OAKLAND, Calif. (KGO) -- Every day, Julia Arroyo watches young girls and trans youth walk through the doors of Young Women's Freedom Center as images of her younger self.
Arroyo was involved with the underground street economy and grew up in poverty. She needed to navigate different housing due to foster care at a young age and had a single mother who was struggling.
"When I found myself pregnant, houseless, reentering from being incarcerated, the center was there for me at a pivotal moment in my life," she said. "They helped me to build community and to get the tools to become a strong mother."
Arroyo went on to major in women's studies and work in the fields of rape crisis and human trafficking and with houseless families and mothers struggling with substance abuse.
Decades after, she is now the nonprofit's co-executive director.
The Young Women's Freedom Center empowers young women and trans youth who come from poverty and the juvenile legal, foster care or criminal justice systems with support, mentoring, training and employment opportunities.
The nonprofit also collectively advocates for system change with community-based and transformative justice alternatives.
"When you center the most marginalized folks that disproportionately are impacted by harmful institutions, violence, you actually invest in the freedom and liberation of all people," Arroyo said.
According to its website, "annually, young people who complete our programs are up to 85% less likely to recidivate or be incarcerated again; Up to 90% of those who complete the program maintain employment and reach educational goals."
The Center began in 1993, setting their roots in San Francisco. Thirty years later, the organization has expanded to four Bay Area locations and one in Los Angeles.
"(The 30-year anniversary) is to acknowledge the 35,000 people that have women that have been trans people of all genders that have come through this organization, and built it and made it what it is, and also to celebrate the legacy of all the folks that are doing things inside of the community, because this has been shown and been proven to be a leadership incubator," Arroyo said.
The center serves Bay Area youth like Tae Thomas, who is formerly systems-impacted, and now uses her voice to advocate for change.
She is a community organizer and main speaker for the Center, MCing town halls on youth incarceration and rallies about violence prevention.
Thomas intimately understands those she speaks for.

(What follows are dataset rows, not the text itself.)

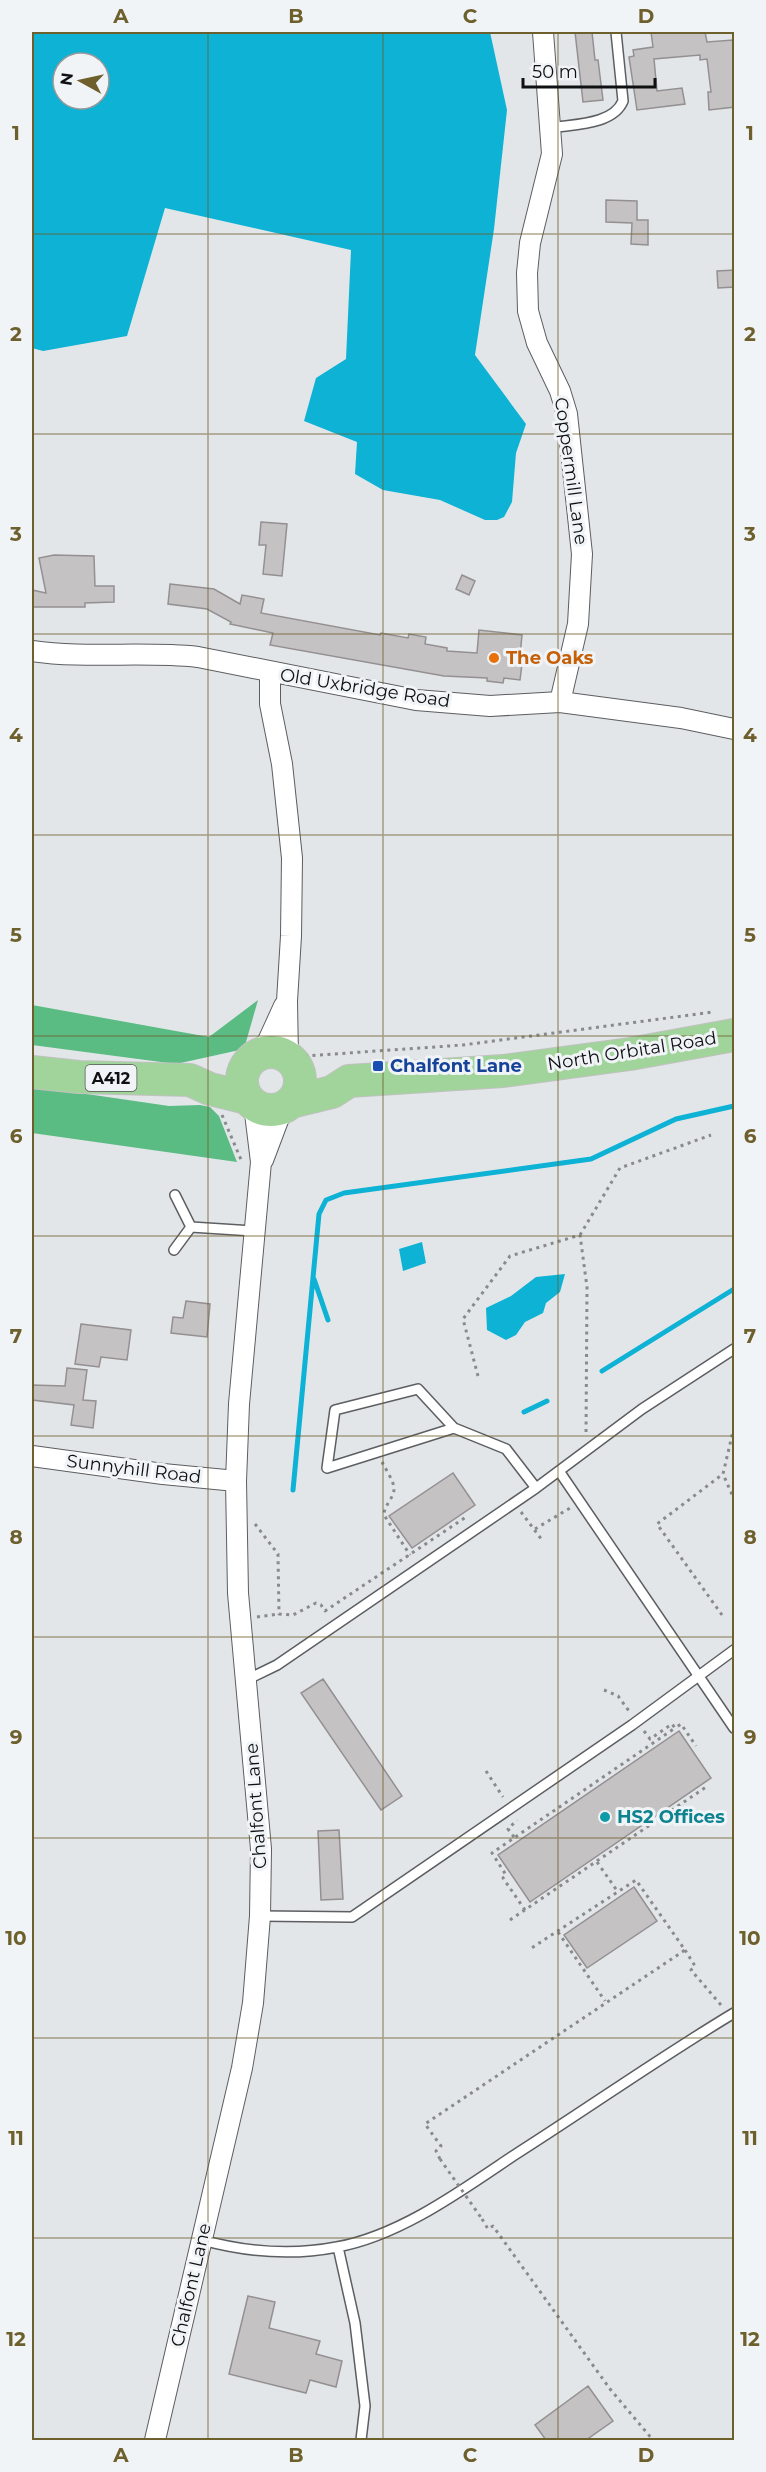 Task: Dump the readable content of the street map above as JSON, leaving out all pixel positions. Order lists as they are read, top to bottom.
{
  "streets": {
    "main road": ["North Orbital Road", "A412"],
    "street": [
      "Coppermill Lane",
      "Old Uxbridge Road",
      "Sunnyhill Road",
      "Chalfont Lane"
    ]
  },
  "crossings": [
    ["Coppermill Lane", "Old Uxbridge Road"],
    ["North Orbital Road", "Chalfont Lane"],
    ["Sunnyhill Road", "Chalfont Lane"]
  ],
  "places": {
    "other": ["The Oaks", "HS2 Offices"],
    "transit": ["Chalfont Lane"]
  },
  "scale_bar": "50 m",
  "north": "left",
  "grid": {
    "columns": [
      "A",
      "B",
      "C",
      "D"
    ],
    "rows": [
      "1",
      "2",
      "3",
      "4",
      "5",
      "6",
      "7",
      "8",
      "9",
      "10",
      "11",
      "12"
    ]
  }
} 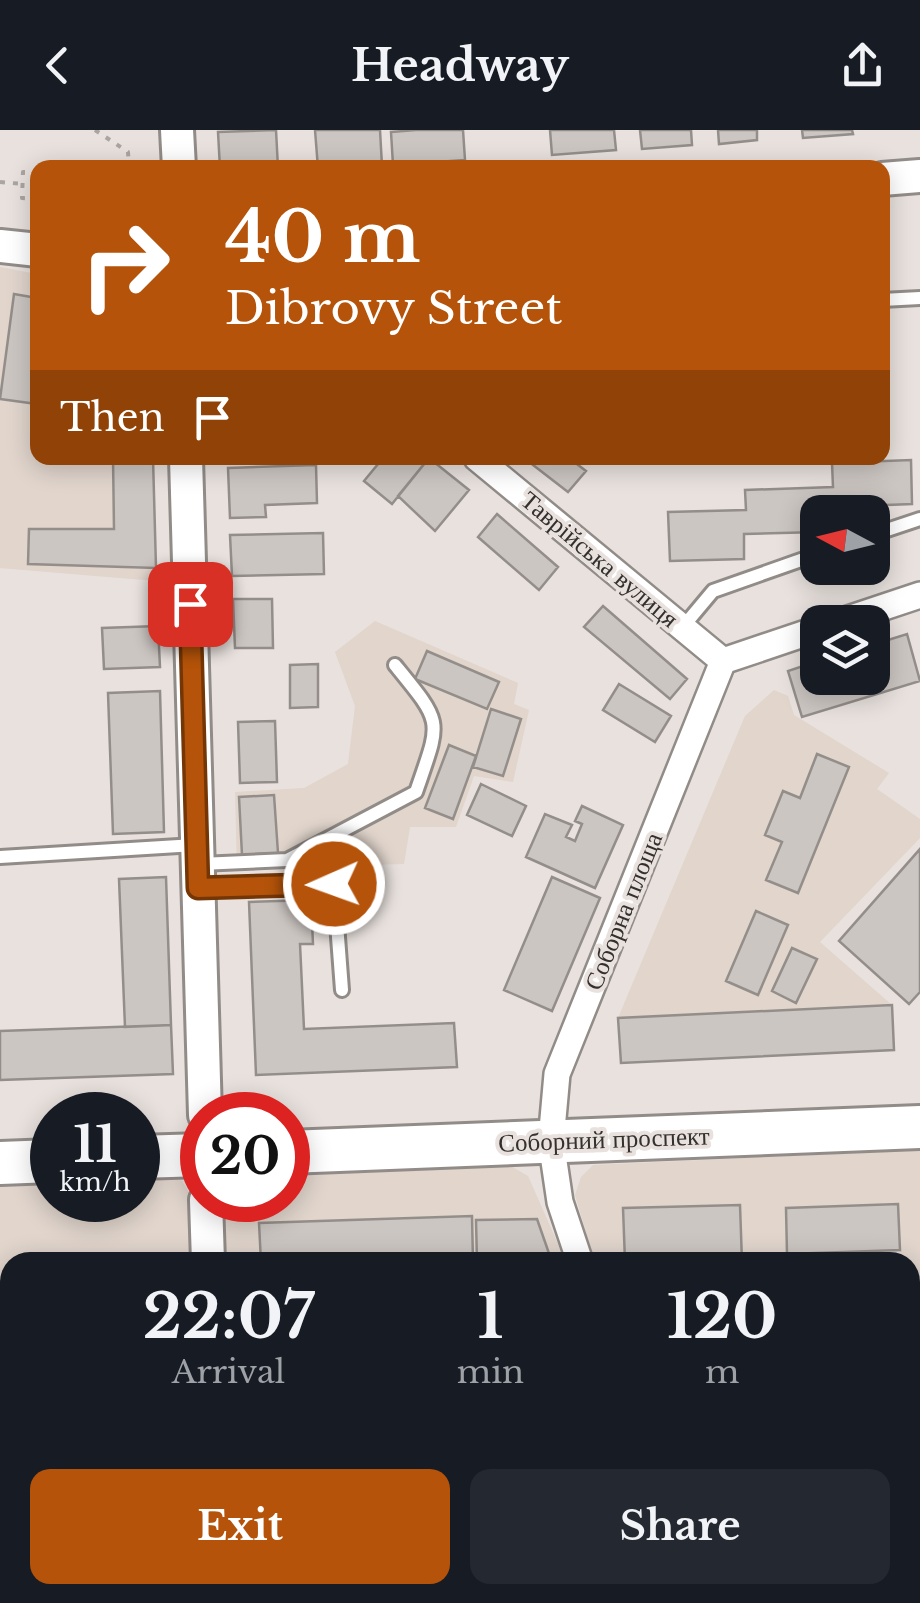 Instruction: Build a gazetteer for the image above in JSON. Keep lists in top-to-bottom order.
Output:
{
  "streets": {
    "main road": ["Соборний проспект"],
    "street": ["Таврійська вулиця", "Соборна площа"]
  },
  "crossings": [
    ["Таврійська вулиця", "Соборна площа"],
    ["Соборна площа", "Соборний проспект"]
  ],
  "north": "left",
  "page": {
    "header": "Headway",
    "turn": ["40 m", "Dibrovy Street"],
    "then": "Then",
    "speed": "11 km/h",
    "limit": "20",
    "eta": [
      "22:07",
      "Arrival",
      "1",
      "min",
      "120",
      "m"
    ],
    "buttons": ["Exit", "Share"]
  }
}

"I walked the same streets that you did, I ran out the same stores that you did," Thomas said. "People from the outside looking in, they're going to look at you as a criminal. I'm going to look at you as somebody who's trying to get their life together and trying to survive."

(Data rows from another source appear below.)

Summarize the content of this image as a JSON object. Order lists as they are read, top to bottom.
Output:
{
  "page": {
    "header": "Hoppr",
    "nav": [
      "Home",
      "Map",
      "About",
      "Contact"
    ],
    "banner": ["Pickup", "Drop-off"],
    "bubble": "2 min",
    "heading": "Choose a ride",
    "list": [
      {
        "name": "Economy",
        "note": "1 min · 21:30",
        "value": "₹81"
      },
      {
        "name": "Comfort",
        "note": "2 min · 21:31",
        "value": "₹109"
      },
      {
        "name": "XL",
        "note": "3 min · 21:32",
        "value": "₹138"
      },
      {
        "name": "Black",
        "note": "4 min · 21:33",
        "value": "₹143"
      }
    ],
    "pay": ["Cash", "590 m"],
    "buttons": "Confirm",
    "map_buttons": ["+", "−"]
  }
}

She added, "And that's why I feel like the bond be so deep between like participants and people who work at the center because we understand them."
Thomas hopes her work alters flawed profiling of her and those that look like her.
"When people see me, I'm just a Black girl, but they wouldn't know I graduated with 4.0 GPA. I work here at the center," she said. "And I'm able to hold space, and I'm able to step into any room and take it over and pretty much explain to them why I am important, why I am the youth, why I am the future."
Another one of the center's community organizers, Ari Duarte, came to the program fresh out of high school as a young mom. Instead of being shunned, she was embraced.
Duarte would bring her son with her. Without hesitation, the staff offered to take care of him, allowing her to focus on outreach efforts.
"It's really empowering and very powerful to be a young mom to do this type of leadership work with other young women and transgender youth and young folks," she said. "It's such a bigger picture, because if a young mom at 16 can do this type of work, any young mom is capable of doing it.
The center's current priority is their campaign Freedom 2030.
"It's our North Star," Arroyo said. "It's really to decarcerate girls and trans youth of all genders throughout the whole state of California. We want to drive alternatives. And we want to address the root causes of what impacts young people struggling, and we want to be able to free our people."
For Arroyo, receiving that call from a participant years later getting housing, applying for college, getting their baby back, is the most rewarding.
"It's beyond just the organization, or whatever it is, they just want to celebrate their milestone with me, the power of that is just such a gift," she said.
Walking out those doors, Arroyo hopes participants leave with economic freedom and the ability to navigate any obstacles life puts in the way.